Lizzie is absolutely right to point out that the letter from the dean at the University of Chicago is addressed to students but apparently intended to be read by wealthy donors. I would add that the language of trigger warnings and safe spaces comes from the same place -- the dean's office and the class of professional administrators one would expect to encounter in a human resources department in the corporate world. This language has a few different motivations: development is one, as Lizzie said; another is to protect grant money; and another is to keep from being sued. At best, these motives have an uneasy relationship to the work of research and teaching.
The letter from the Chicago dean implies that faculty are not allowed to issue trigger warnings or create safe spaces. (I am not sure if that is what the Chicago dean intended, but that would be a plausible interpretation of the letter.) In other words, the dean might be trying to make decisions about the curriculum on behalf of faculty. A much better statement of the history and value of free inquiry is the following essay by Geoffrey Stone from the Chronicle Review:
http://www.chronicle.com/article/Free-Expression-in-Peril/237568
Stone was also one of the authors of the Chicago "Report on Freedom of Expression" (which is also excellent but a little dry and not as energetic and rah-rah as the above essay):
http://provost.uchicago.edu/sites/default/files/documents/reports/FOECommitteeReport.pdf
Like Sheeplady, I work in a school, and, for me, the practical meaning of academic freedom is that I set the curriculum in the courses I teach. The dean shouldn't try to restrict the content of my courses or my research publications.
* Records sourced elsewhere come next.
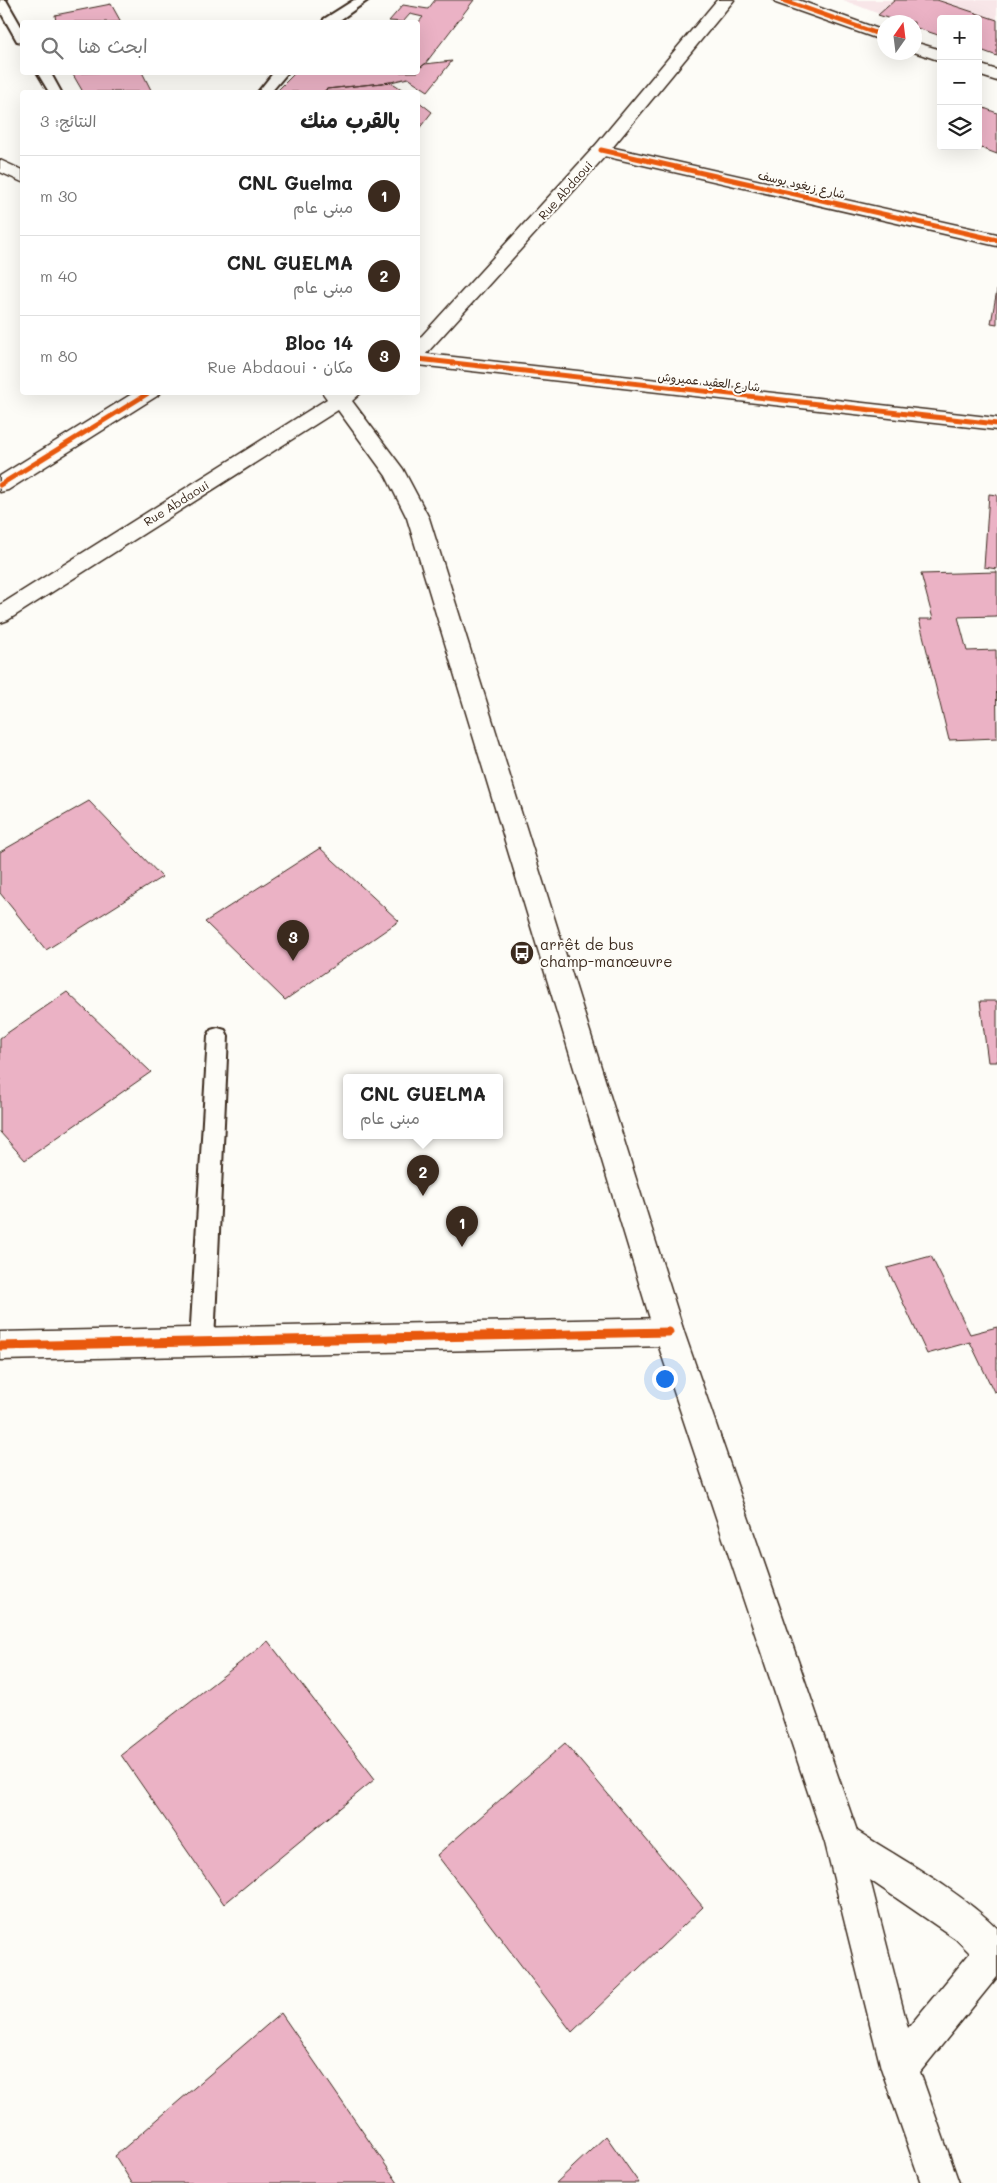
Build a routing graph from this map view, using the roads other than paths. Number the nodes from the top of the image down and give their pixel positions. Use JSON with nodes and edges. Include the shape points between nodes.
{"nodes":[{"id":1,"x":0,"y":0,"type":"edge"},
{"id":2,"x":362,"y":0,"type":"edge"},
{"id":3,"x":726,"y":0,"type":"edge"},
{"id":4,"x":782,"y":0,"type":"edge"},
{"id":5,"x":332,"y":20,"type":"edge"},
{"id":6,"x":877,"y":34,"type":"edge"},
{"id":7,"x":20,"y":35,"type":"edge"},
{"id":8,"x":922,"y":50,"type":"edge"},
{"id":9,"x":937,"y":55,"type":"edge"},
{"id":10,"x":982,"y":70,"type":"edge"},
{"id":11,"x":45,"y":75,"type":"edge"},
{"id":12,"x":279,"y":75,"type":"edge"},
{"id":13,"x":997,"y":76,"type":"edge"},
{"id":14,"x":54,"y":90,"type":"edge"},
{"id":15,"x":266,"y":90,"type":"edge"},
{"id":16,"x":601,"y":150,"type":"junction"},
{"id":17,"x":0,"y":165,"type":"edge"},
{"id":18,"x":20,"y":176,"type":"edge"},
{"id":19,"x":997,"y":240,"type":"edge"},
{"id":20,"x":420,"y":349,"type":"edge"},
{"id":21,"x":420,"y":359,"type":"edge"},
{"id":22,"x":145,"y":395,"type":"edge"},
{"id":23,"x":341,"y":395,"type":"edge"},
{"id":24,"x":997,"y":424,"type":"edge"},
{"id":25,"x":0,"y":485,"type":"edge"},
{"id":26,"x":0,"y":615,"type":"edge"},
{"id":27,"x":218,"y":1036,"type":"dead end"},
{"id":28,"x":669,"y":1332,"type":"junction"},
{"id":29,"x":202,"y":1342,"type":"junction"},
{"id":30,"x":0,"y":1346,"type":"edge"},
{"id":31,"x":843,"y":1843,"type":"junction"},
{"id":32,"x":996,"y":1951,"type":"edge"},
{"id":33,"x":900,"y":2068,"type":"junction"},
{"id":34,"x":940,"y":2183,"type":"edge"}],
"edges":[{"from":1,"to":7,"type":"lane"},
{"from":2,"to":5,"type":"lane"},
{"from":3,"to":16,"type":"main road","name":"Rue Abdaoui"},
{"from":4,"to":6,"type":"main road"},
{"from":8,"to":9,"type":"main road"},
{"from":10,"to":13,"type":"main road"},
{"from":11,"to":14,"type":"lane"},
{"from":12,"to":15,"type":"lane"},
{"from":16,"to":19,"type":"main road","name":"شارع زيغود يوسف"},
{"from":16,"to":20,"type":"main road","name":"Rue Abdaoui"},
{"from":17,"to":18,"type":"main road"},
{"from":21,"to":24,"type":"main road","name":"شارع العقيد عميروش"},
{"from":22,"to":25,"type":"main road"},
{"from":23,"to":26,"type":"main road","name":"Rue Abdaoui"},
{"from":23,"to":28,"type":"main road","via":[[396,474],[418,518]]},
{"from":27,"to":29,"type":"lane"},
{"from":28,"to":29,"type":"main road"},
{"from":28,"to":31,"type":"main road"},
{"from":29,"to":30,"type":"main road"},
{"from":31,"to":32,"type":"main road","via":[[969,1926]]},
{"from":31,"to":33,"type":"main road"},
{"from":32,"to":33,"type":"main road"},
{"from":33,"to":34,"type":"main road"}]}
If students demand that the dean try to enforce such restrictions, the dean should refuse. If I invite a speaker to deliver a public lecture in my department, the topic of the speech is related to my own teaching and research. If I don't get to hear the lecture because a group of student activists "no-platforms" the speaker by disrupting the lecture or because a group of donors writes to the dean demanding that the budget for my department's lecture series be allocated differently, then my teaching and research could suffer. If a student group demands that I be sanctioned for one of my publications, the demand alone could have a chilling effect on my future research.
Everything I wrote in the last paragraph has happened at schools in the United States in the past year. (Some people who lost their jobs in these controversies were deans, which, I have to admit, makes me smile.) This is a real problem, although, yes, it has been sensationalized in the media.
Finally, I am skeptical of reports that the current generation of students are unusually fragile, coddled, psychologically damaged, etc. Like Lizzie and Sheeplady, I think students should be treated as human beings. Some student groups are making a mistake if they think that their demands are compatible with the value of free inquiry.